Building A Selenium Webdriver Scraper Class

15 Dec 2018

This is a follow-up to my previous post regarding scrapping using Selenium and Chromedriver to extact data from the web. When I first started out with Python my code was just a huge block of text. The concept of a class was far and away from my ability to comprehend at the time. I’m sure this can be the case with anyone that starts out learning a programming language. But after some experience and learning how classes work, I decided it was high time to rebuild my scraping project with a Scraper object. You can check out my github public repo for the Scraper class I created which is used in this demo and leverages Selenium Webdriver. Having created this class, I noticed that my code was much cleaner and easier to follow and debug. Let us dive in.

Here we import my Scraper class and the robotparser.

from ariScrape import Scraper
from urllib import robotparser 

We will again respectfully check the sites robots.txt file to ensure we are being considerate of the sites scrapping policies.

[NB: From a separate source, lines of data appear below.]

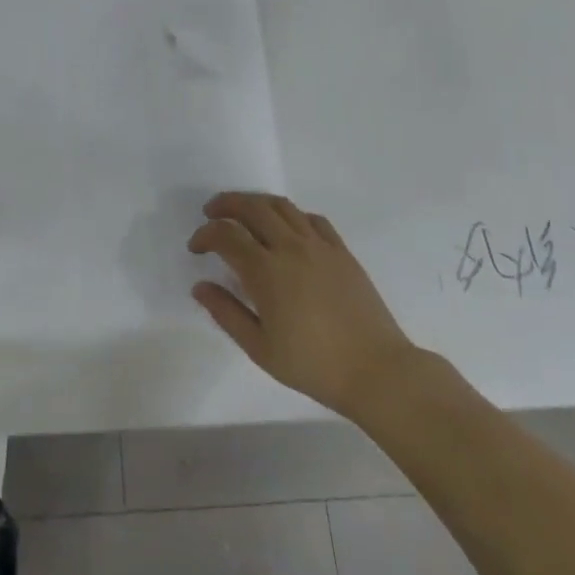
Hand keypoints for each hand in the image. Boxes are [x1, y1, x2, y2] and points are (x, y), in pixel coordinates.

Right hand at [189, 192, 418, 422]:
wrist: (378, 372)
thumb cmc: (314, 365)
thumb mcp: (260, 348)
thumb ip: (226, 313)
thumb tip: (200, 286)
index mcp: (266, 271)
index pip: (226, 235)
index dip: (205, 235)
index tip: (196, 248)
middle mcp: (290, 248)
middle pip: (252, 207)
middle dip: (226, 204)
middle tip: (212, 213)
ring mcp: (319, 246)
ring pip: (281, 206)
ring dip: (256, 202)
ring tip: (244, 212)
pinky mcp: (341, 251)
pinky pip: (312, 218)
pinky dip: (291, 215)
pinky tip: (286, 228)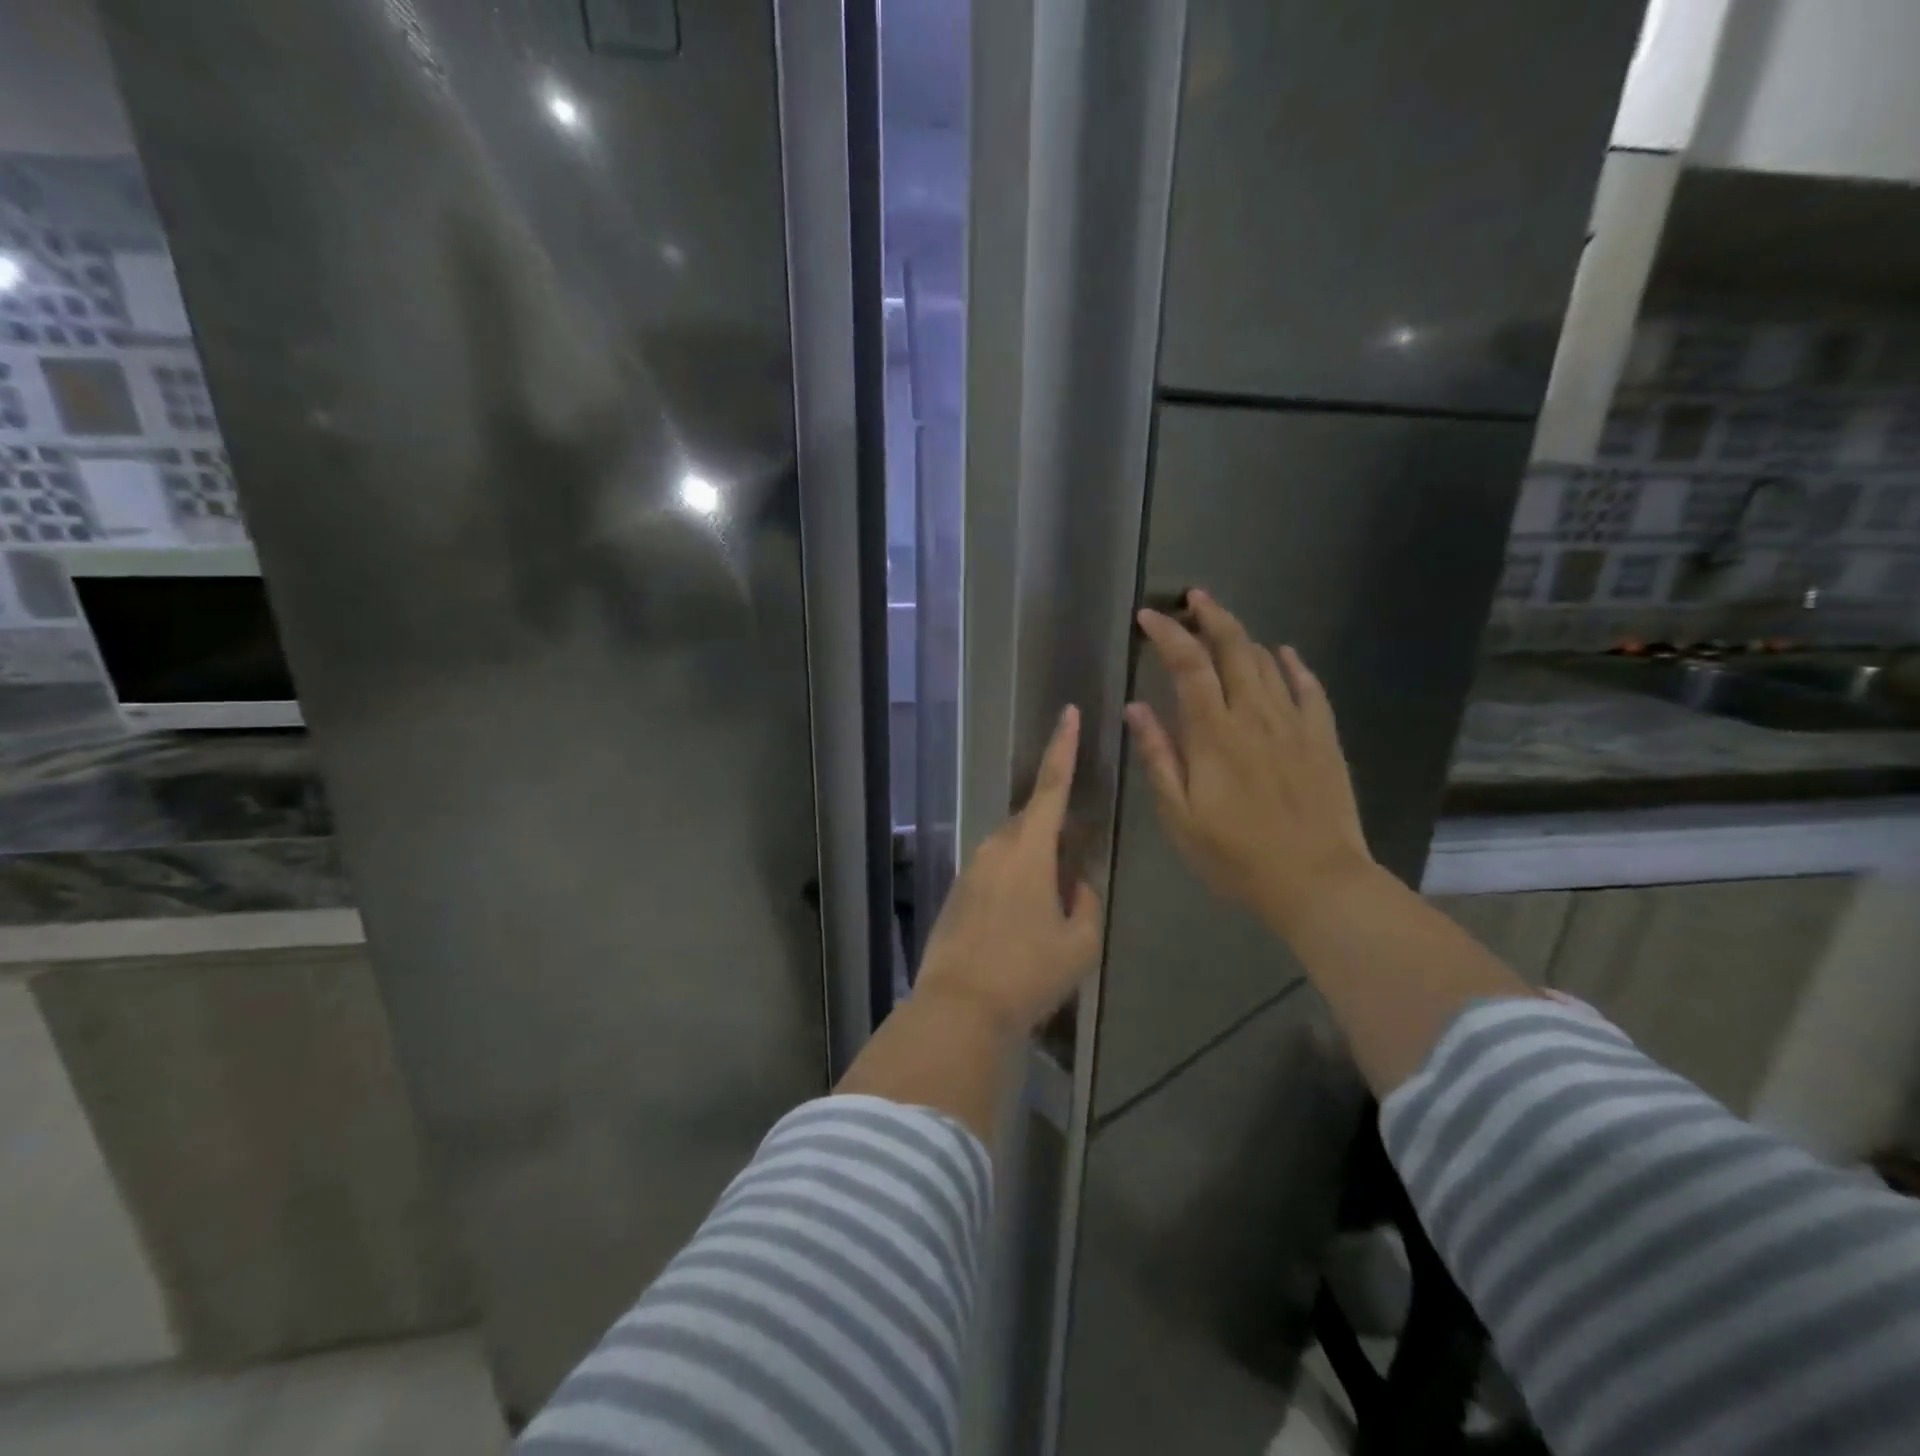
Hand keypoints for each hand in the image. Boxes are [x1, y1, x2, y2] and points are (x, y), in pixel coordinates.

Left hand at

def robot_check(url_parts):
    url = ''.join([str(p) for p in url_parts])
    rp = robotparser.RobotFileParser()
    rp.set_url(url)
    rp.read()
    if rp.can_fetch("*", url):
        print("Robots.txt: User Allowed")
        return True
    else:
        print("Robots.txt: User Disallowed. Please abort.")
        return False

In this example we’ll be scraping the Intel Corp Income Statement from the NASDAQ website. We’ll call the robots_check function to confirm we are good to go on the scraping side. You will notice here I split the url into 3 parts. From my previous projects it was important to be able to frame urls this way because when you are looping through stock tickers only part of the url will change.

# test ticker symbol @ nasdaq.com
test_ticker = "INTC"
url_prefix = "https://www.nasdaq.com/symbol/"
url_suffix = "/financials"
url_parts = [url_prefix,test_ticker,url_suffix]
robot_check(url_parts)

Robots.txt: User Allowed

My Scraper class also allows defining parts of the xpath. The reason for this will be obvious in the next steps.

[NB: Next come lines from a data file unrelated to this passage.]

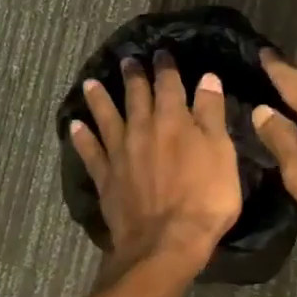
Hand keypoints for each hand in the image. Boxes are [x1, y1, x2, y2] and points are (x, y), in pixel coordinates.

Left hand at [69, 51, 241, 271]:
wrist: (166, 243)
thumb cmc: (205, 198)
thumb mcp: (221, 153)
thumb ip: (211, 114)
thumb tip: (206, 78)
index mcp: (174, 120)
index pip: (169, 85)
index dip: (166, 68)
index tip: (162, 53)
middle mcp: (142, 129)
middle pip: (136, 97)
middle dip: (133, 77)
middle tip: (127, 60)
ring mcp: (120, 154)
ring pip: (107, 118)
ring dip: (99, 99)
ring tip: (91, 82)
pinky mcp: (107, 179)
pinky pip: (90, 152)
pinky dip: (82, 137)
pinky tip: (75, 126)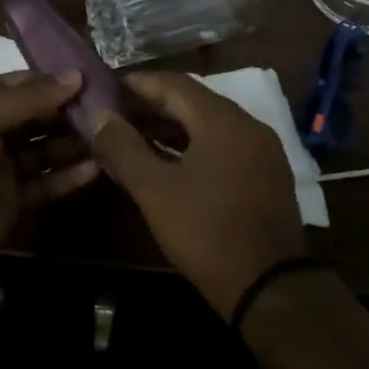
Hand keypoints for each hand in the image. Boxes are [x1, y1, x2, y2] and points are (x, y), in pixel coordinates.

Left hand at [0, 70, 98, 285]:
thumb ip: (28, 98)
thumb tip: (75, 76)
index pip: (14, 84)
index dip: (47, 79)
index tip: (85, 77)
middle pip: (34, 115)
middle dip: (66, 110)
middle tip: (106, 106)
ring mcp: (2, 168)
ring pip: (44, 149)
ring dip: (72, 142)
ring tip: (108, 135)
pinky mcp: (16, 199)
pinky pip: (47, 182)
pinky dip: (69, 176)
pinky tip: (96, 168)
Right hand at [92, 73, 305, 318]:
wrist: (266, 284)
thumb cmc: (205, 231)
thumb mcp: (154, 190)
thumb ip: (124, 148)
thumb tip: (100, 117)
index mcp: (223, 121)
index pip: (175, 84)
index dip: (139, 84)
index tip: (109, 87)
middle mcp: (249, 126)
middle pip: (195, 102)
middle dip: (155, 105)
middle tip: (118, 113)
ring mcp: (263, 151)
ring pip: (211, 125)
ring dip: (174, 127)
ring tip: (137, 136)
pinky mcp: (268, 175)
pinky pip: (226, 146)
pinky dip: (196, 146)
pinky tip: (171, 161)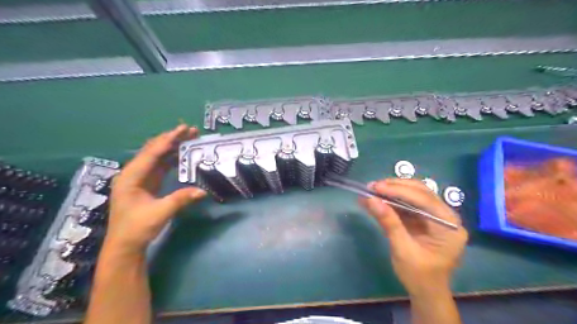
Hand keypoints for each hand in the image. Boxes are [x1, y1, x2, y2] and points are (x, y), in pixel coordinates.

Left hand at [105, 125, 207, 253]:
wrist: (125, 245)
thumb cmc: (137, 228)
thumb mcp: (159, 213)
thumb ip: (181, 199)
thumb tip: (203, 191)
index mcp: (131, 177)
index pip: (152, 153)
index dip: (168, 140)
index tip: (183, 129)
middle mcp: (133, 173)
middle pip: (154, 150)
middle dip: (172, 139)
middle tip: (191, 131)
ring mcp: (140, 178)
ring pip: (157, 156)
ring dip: (173, 147)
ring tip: (189, 138)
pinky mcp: (146, 184)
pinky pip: (160, 166)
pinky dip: (172, 158)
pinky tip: (182, 154)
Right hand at [360, 179, 467, 296]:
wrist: (426, 292)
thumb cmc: (418, 276)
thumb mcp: (402, 250)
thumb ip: (389, 223)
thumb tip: (370, 199)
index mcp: (449, 226)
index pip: (424, 199)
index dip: (399, 190)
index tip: (376, 187)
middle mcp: (446, 216)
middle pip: (421, 192)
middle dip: (395, 187)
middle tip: (373, 186)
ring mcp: (436, 216)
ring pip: (414, 194)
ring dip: (392, 191)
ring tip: (372, 189)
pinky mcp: (425, 218)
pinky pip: (408, 204)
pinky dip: (392, 200)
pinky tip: (377, 198)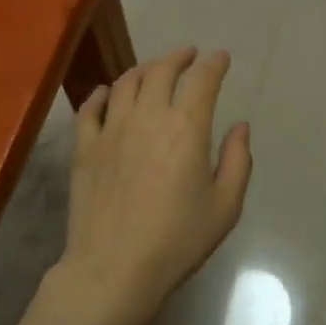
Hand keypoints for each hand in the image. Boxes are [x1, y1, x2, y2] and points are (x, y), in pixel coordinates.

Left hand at [53, 48, 252, 324]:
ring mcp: (111, 129)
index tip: (220, 58)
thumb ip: (238, 160)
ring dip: (143, 69)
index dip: (214, 64)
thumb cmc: (177, 240)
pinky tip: (105, 92)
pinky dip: (100, 94)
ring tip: (153, 70)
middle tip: (188, 55)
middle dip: (178, 57)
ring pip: (125, 83)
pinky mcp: (85, 147)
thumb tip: (240, 126)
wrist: (113, 269)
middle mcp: (148, 116)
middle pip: (161, 71)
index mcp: (186, 127)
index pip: (202, 80)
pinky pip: (89, 108)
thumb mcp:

# xpath of @top left of table @url
# >> //*[@id="financials-iframe-wrap"]/div[1]/table/tbody/tr[1]/td[2]
# xpath of @bottom right of table @url
# >> //*[@id="financials-iframe-wrap"]/div[1]/table/tbody/tr[19]/td[5]
# these are the string parts of the xpath that
# will not change while we iterate
xpath_part1 = '//*[@id="financials-iframe-wrap"]/div[1]/table/tbody/tr['
xpath_part2 = ']/td['
xpath_part3 = ']'

When you go into the inspector on Chrome you will notice the xpath of the income statement items are effectively a table of rows and columns. Therefore, our xpath_column_key and xpath_row_key are an enumeration of those columns and rows. You can then see why the xpath_parts assignment is perfect for our needs. We create a list of xpath_parts list in a double for loop list comprehension by iterating over our column and row keys.

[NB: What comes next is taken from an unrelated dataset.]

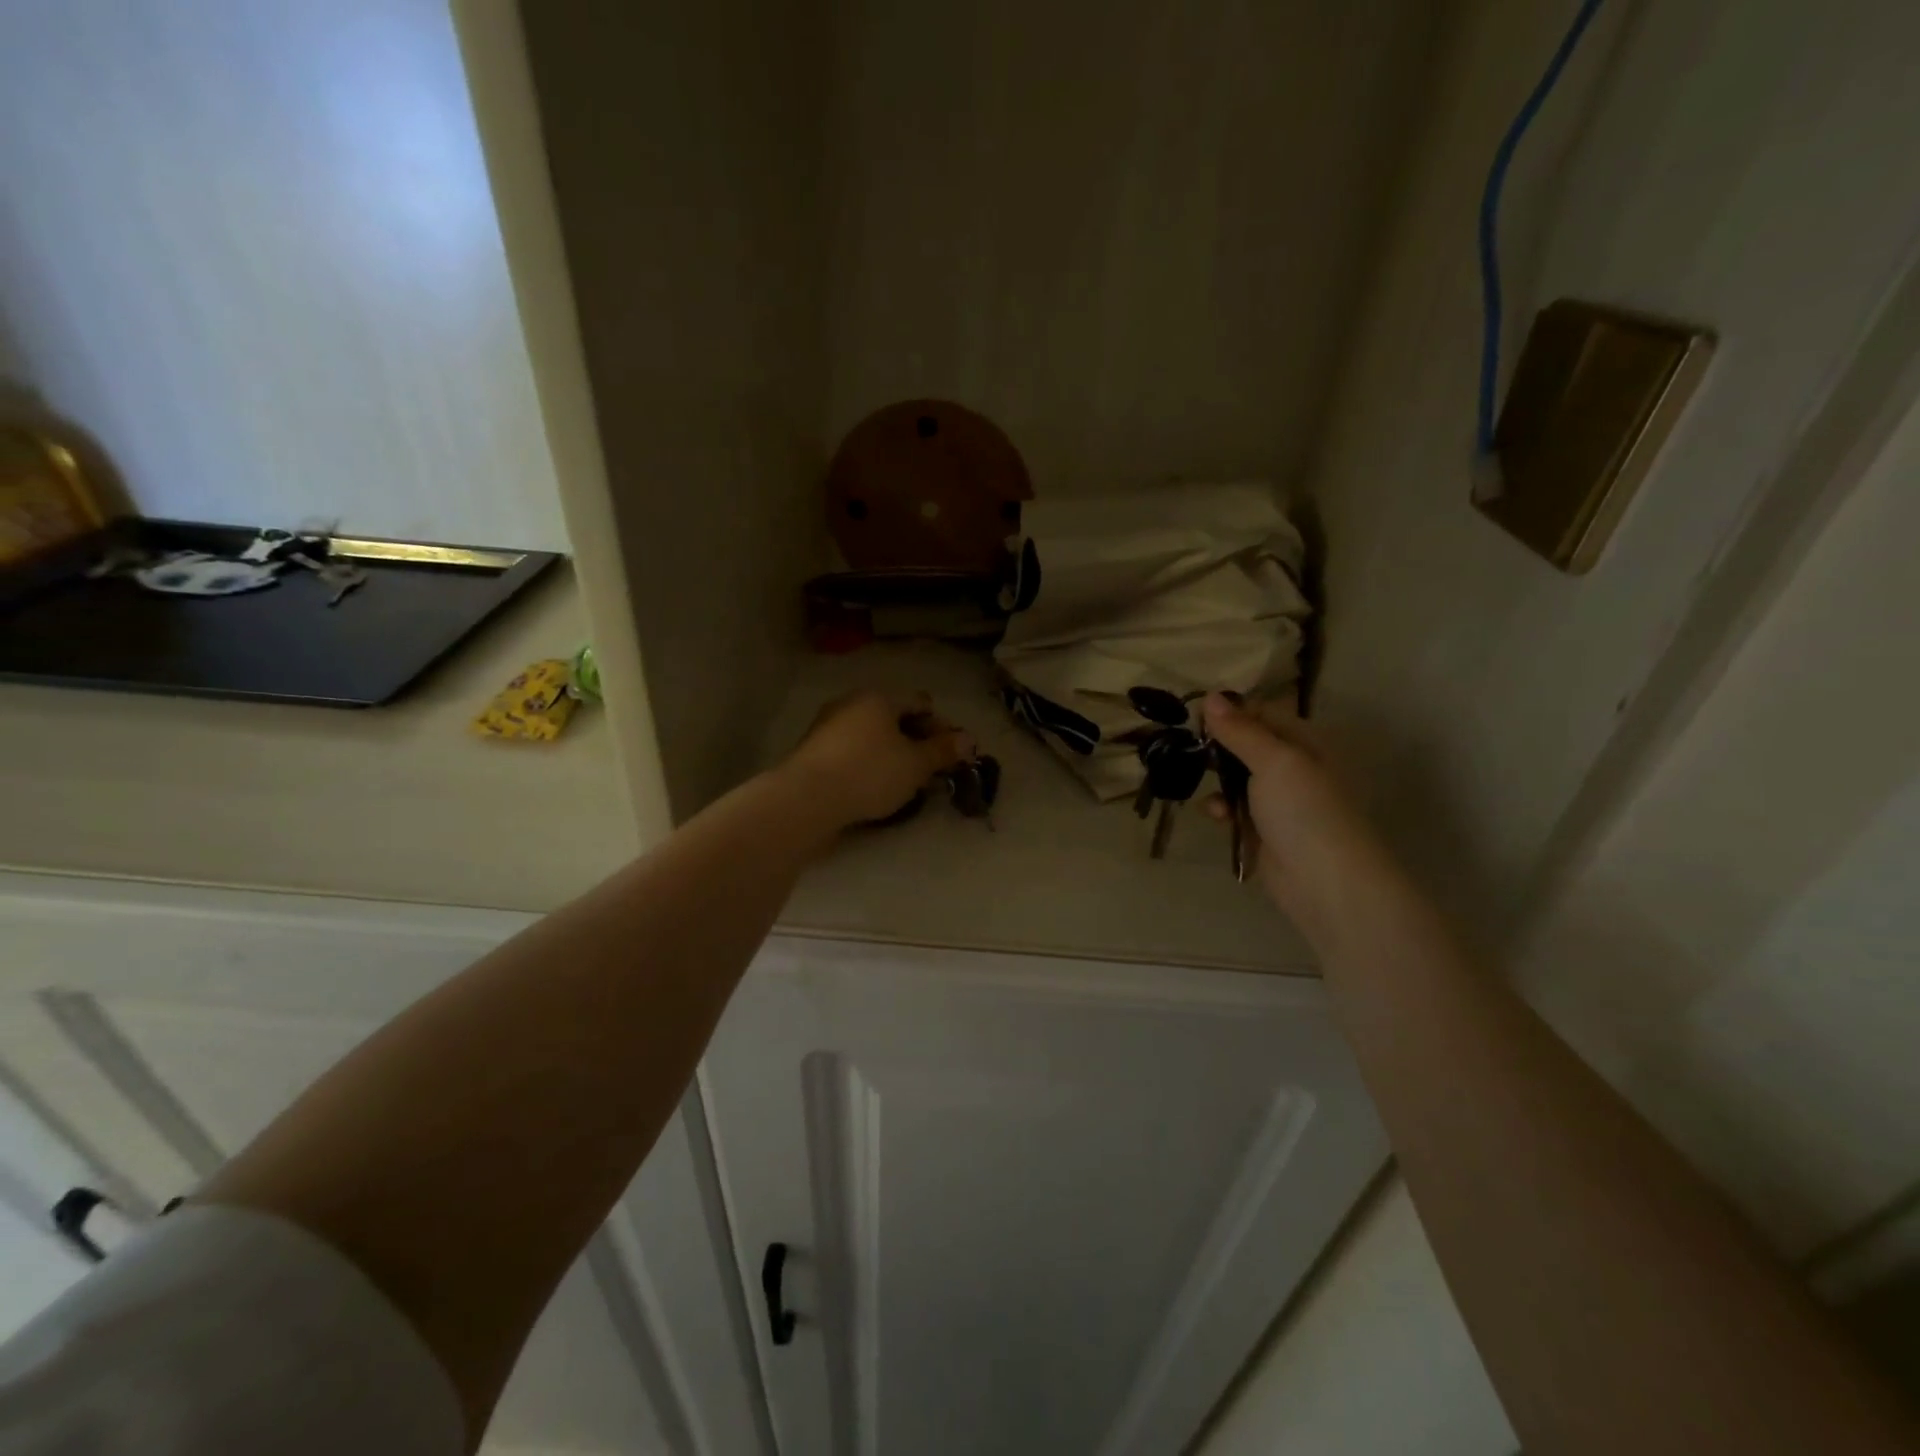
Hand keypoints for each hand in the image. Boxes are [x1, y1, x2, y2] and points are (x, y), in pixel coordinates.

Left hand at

# init the column and row keys for the example table
xpath_column_key = [i for i in range(2,6,1)] # create column index 2-5
xpath_row_key = [i for i in range(1,20,1)] # create row index 1-19

# make an array of xpath_parts that we're going to iterate over
xpath_parts = [[xpath_part1,r,xpath_part2,c,xpath_part3] for c in xpath_column_key for r in xpath_row_key]

Now that we have the url_parts and our list of xpath_parts we are ready to create our Scraper object. Set the scraper object property to True if you would like to see all the internal debugging statements from the class. Otherwise, leave this as False. getChromeDriverPath will take a path that is user defined or will look for the chromedriver in some default locations. It also checks if you are on Mac or Win. Once the driver is created, set the URL to be scrapped using setURLFromParts then LoadPage.

# create an ariScrape object
scrapeObj = Scraper()
scrapeObj.verbose = False
scrapeObj.getChromeDriverPath()
scrapeObj.getChromeDriver()
scrapeObj.setURLFromParts(url_parts)
scrapeObj.LoadPage()

Chrome should now open in test mode. If you would like the values being extracted to show leave val_verbose set to True. The loop iterates through our xpath_parts list to go through each of the column/row combinations and extract the value. Then we close the webdriver.

# set this to True if you want to see the extracted
# values -- useful when obj.verbose is False
val_verbose = True
for xp in xpath_parts:
    scrapeObj.setXPathFromParts(xp)
    scrapeObj.ExtractFloatAtXPath()
    if val_verbose:
        print(scrapeObj.scrapped_item)
scrapeObj.driver.close()

If you have any recommendations to improving the code please feel free to reach out. I’m always seeking to learn new and better ways of coding. I hope you enjoyed reading, and remember:

Stay Chaotic – Stay Neutral

ARI